◆ **Assigned task**
Only the pictures stay out; please return all the entries below exactly as written.

(Stored data)
-.-.-

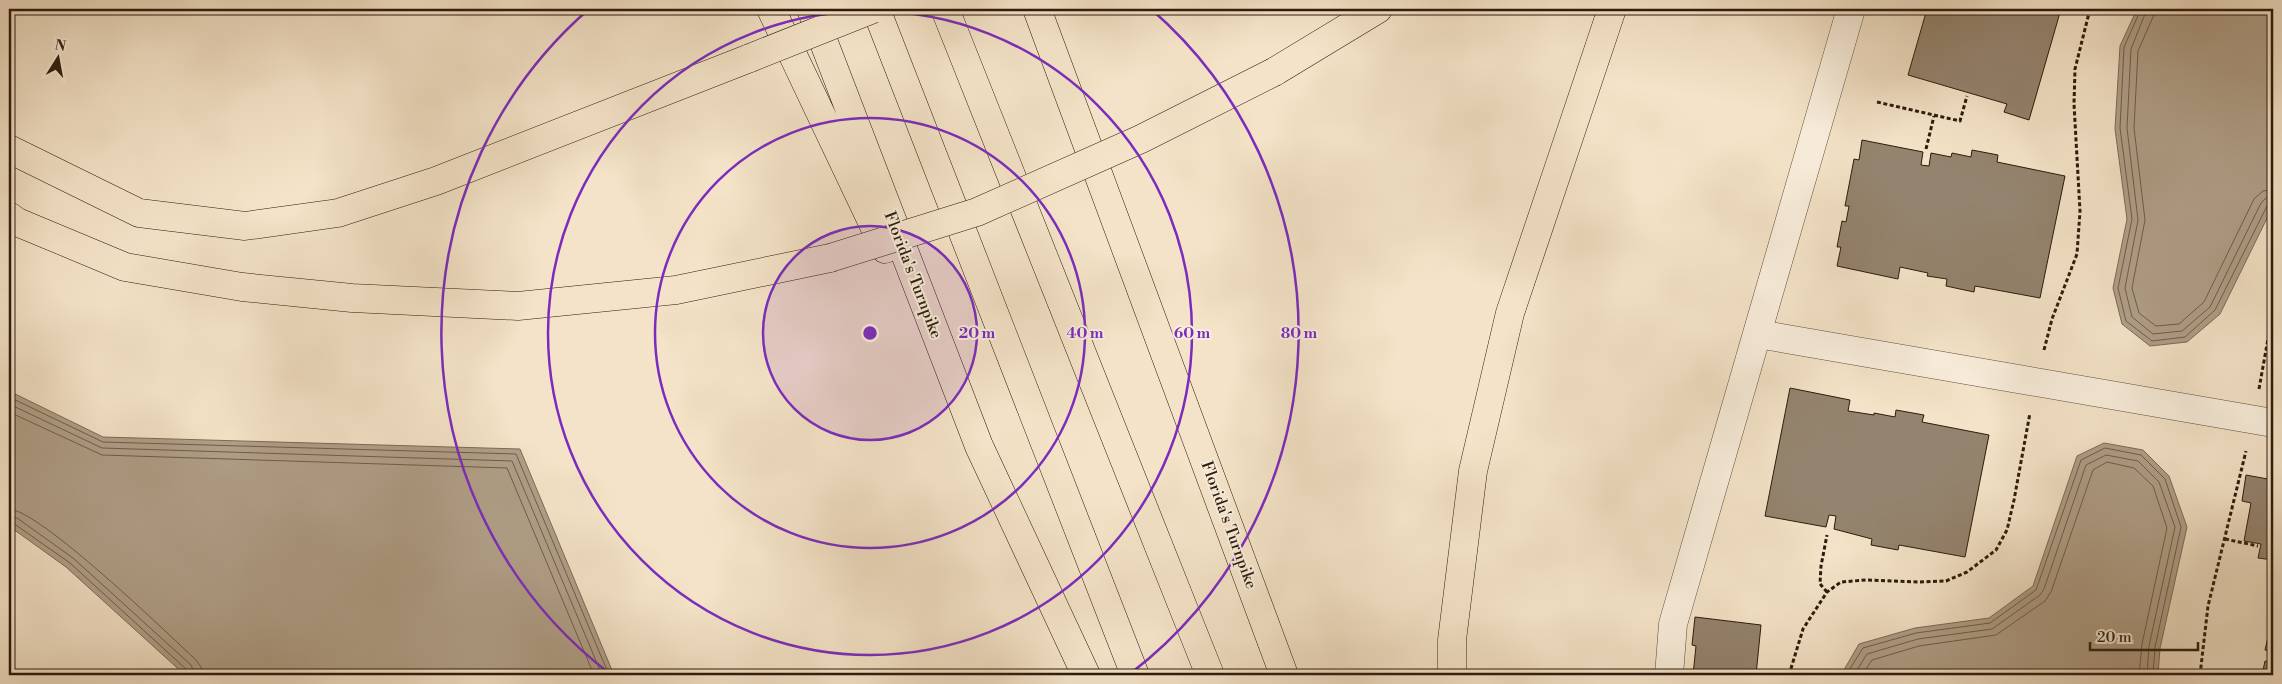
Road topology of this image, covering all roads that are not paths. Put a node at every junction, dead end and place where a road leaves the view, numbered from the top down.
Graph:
1 (771, 9) edge
2 (810, 9) edge
3 (875, 9) edge
4 (945, 9) edge
5 (1037, 9) edge
6 (1378, 9) edge
7 (1612, 9) edge
8 (1851, 9) edge
9 (9, 149) edge
10 (9, 216) edge
11 (1758, 334) junction
12 (2263, 421) edge
13 (979, 446) junction
14 (1086, 675) edge
15 (1134, 675) edge
16 (1210, 675) edge
17 (1284, 675) edge
18 (1452, 675) edge
19 (1670, 675) edge

1 - 13 highway
2 - 13 highway, Florida's Turnpike
3 - 9 highway, bridge
3 - 15 highway
4 - 16 highway
5 - 17 highway, Florida's Turnpike
6 - 10 highway, bridge
7 - 18 highway
8 - 11 street
11 - 12 street
11 - 19 street
13 - 14 highway, Florida's Turnpike

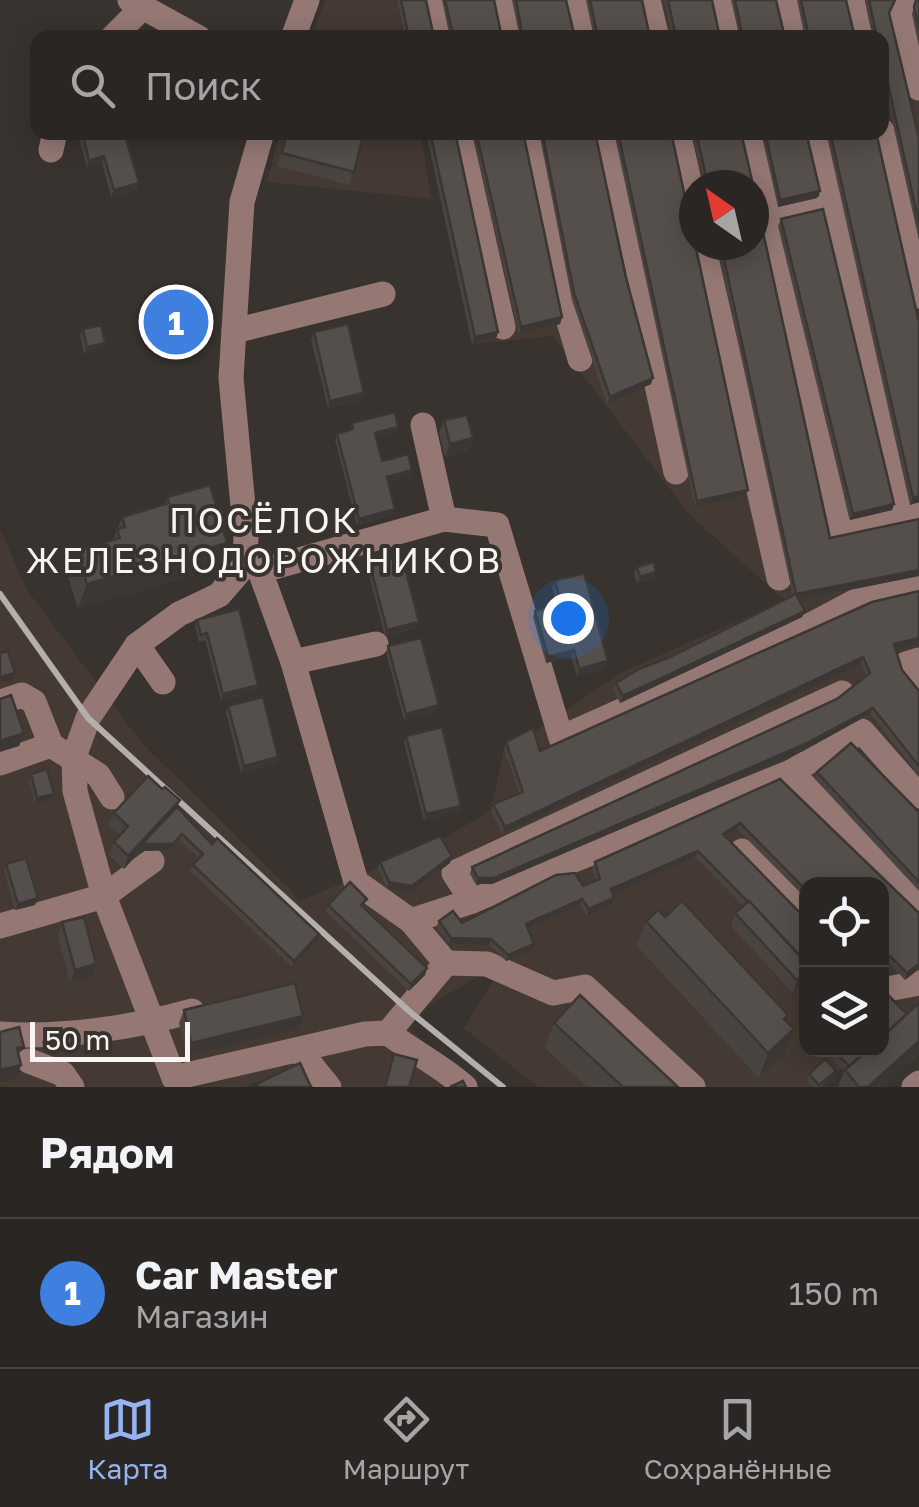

-.-.-

◆ **Reply**
Road topology of this image, covering all roads that are not paths. Put a node at every junction, dead end and place where a road leaves the view, numbered from the top down.
Graph:
1 (771, 9) edge
2 (810, 9) edge
3 (875, 9) edge
4 (945, 9) edge
5 (1037, 9) edge
6 (1378, 9) edge
7 (1612, 9) edge
8 (1851, 9) edge
9 (9, 149) edge
10 (9, 216) edge
11 (1758, 334) junction
12 (2263, 421) edge
13 (979, 446) junction
14 (1086, 675) edge
15 (1134, 675) edge
16 (1210, 675) edge
17 (1284, 675) edge
18 (1452, 675) edge
19 (1670, 675) edge

1 - 13 highway
2 - 13 highway, Florida's Turnpike
3 - 9 highway, bridge
3 - 15 highway
4 - 16 highway
5 - 17 highway, Florida's Turnpike
6 - 10 highway, bridge
7 - 18 highway
8 - 11 street
11 - 12 street
11 - 19 street
13 - 14 highway, Florida's Turnpike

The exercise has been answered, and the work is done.